I had waited for two weeks before he went. I had all the changes planned in my head. I was having the builders, decorators and carpet layers in for 3 to 5 days, all the new paint and paper had been bought, new carpets ordered, and a timetable had been agreed with the contractors. My husband was away for nearly two weeks.

I wanted all the changes made before I finally purchased the furniture etc. I hesitated before making the final decisions because I wanted to see what the house would look like before installing expensive items in it. I had selected four options which I knew would work, so I wasn't worried about clashes. It just needed final tweaks, and I was set. My husband was in for a great big shock when he got home, but it wasn't as big as the shock I got while he was away!

My biggest problem was going to be moving the furniture around to here and there. I'm only a weak woman after all, so I needed a strong pair of hands. This is where Jethro came into the equation, he would get all the unwanted sofa's, chairs etc out into the yard so I could have them taken to the charity shops for resale to people less well off then we were.

So I was all set, I saw my husband off at 8am on the Monday morning, he wouldn't be home again until the week on Friday so I had all the time in the world. I knew that, but sod's law has always played a part in my life, so if something could go wrong, it probably would! I rang the decorators and told them it was all systems go, and they arrived 1 hour later. I had already set the programme for the work with the boss, his men went to work, and lo and behold they finished ½ a day early. I was so pleased I could have cried.

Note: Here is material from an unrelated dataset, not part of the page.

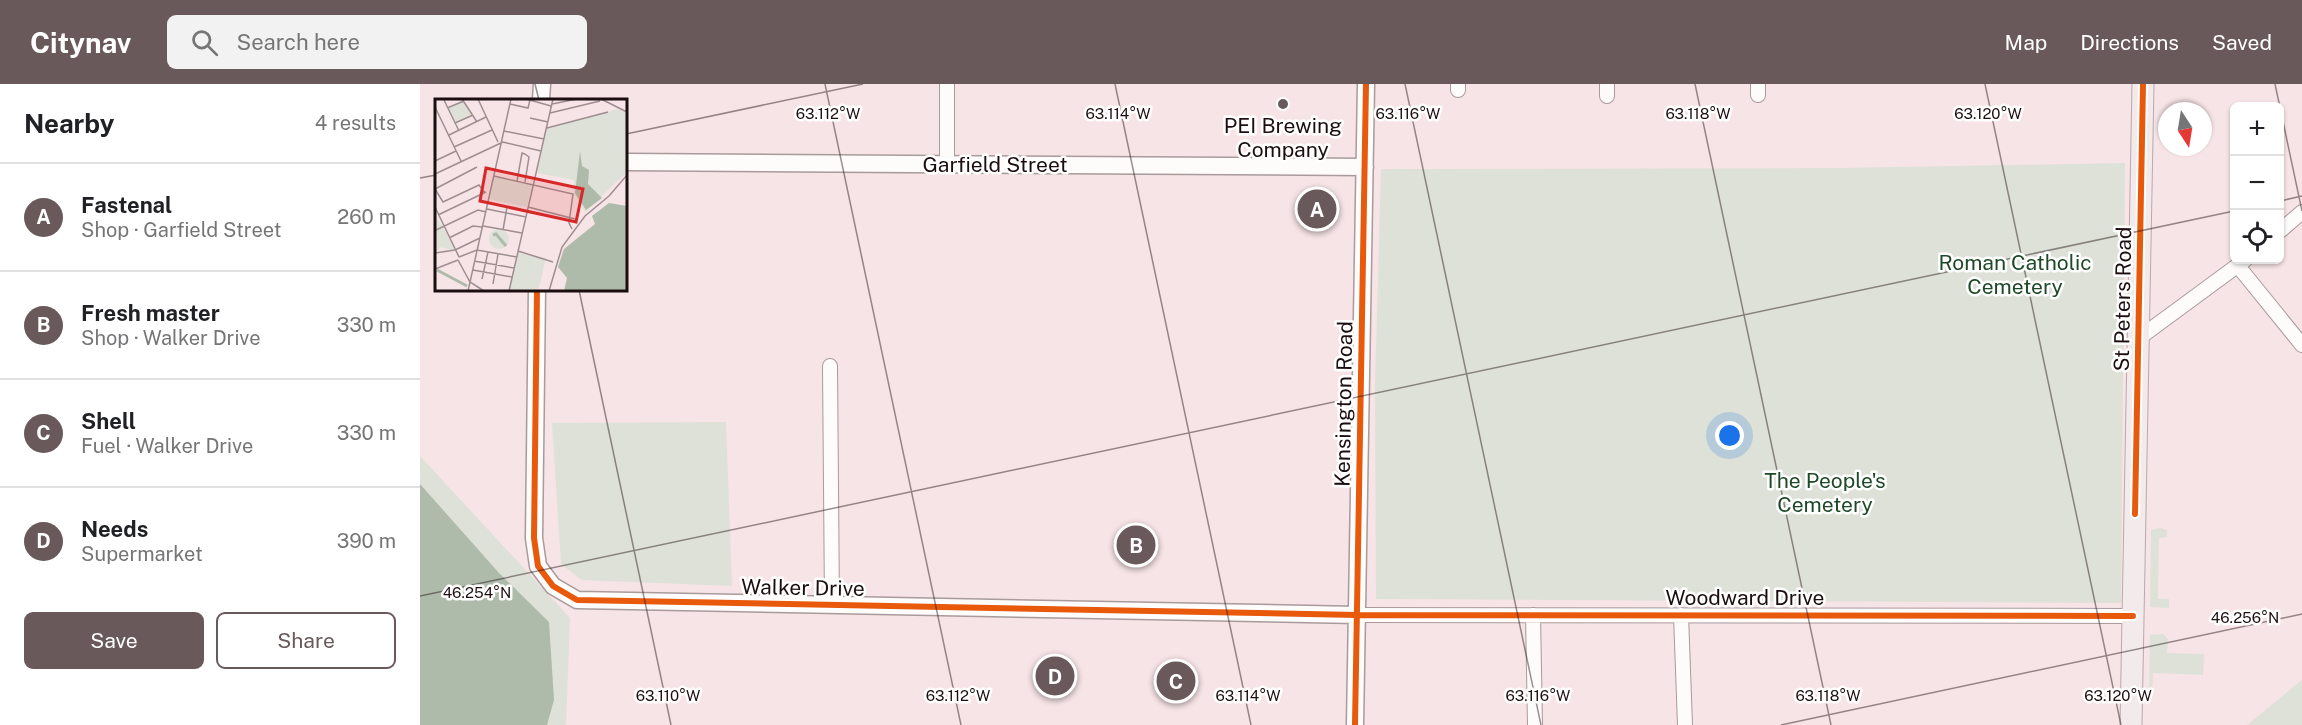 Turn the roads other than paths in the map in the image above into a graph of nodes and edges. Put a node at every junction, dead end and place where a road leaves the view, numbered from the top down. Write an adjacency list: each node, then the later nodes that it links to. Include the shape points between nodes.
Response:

The following morning the carpet installers arrived with my chosen wares, and set to work. They had all the ground floor to do along with the stairs and upper landing. They couldn't tell me how long it would take them, but probably more than one day. I was okay with that, I made the requisite tea and sandwiches as I had for the decorators, and we got along famously. There was one of the men who was a real looker and he knew it, he let it be known quietly that he could come back after work to make sure I was alright, and to check on their work.

I pondered what he had said in about one second and politely refused his kind offer. But I did think afterwards that maybe he would be either fantastic in bed, or a total loser who only played on his good looks, I decided on the latter.

They came back the following morning and finished just before lunch; things were going great, far better than I had dared to wish for. I went out that afternoon and revisited the furniture shops again to refresh my mind. I returned home and did all the planning of what I needed and where, wrote it all down and went back to buy what I wanted.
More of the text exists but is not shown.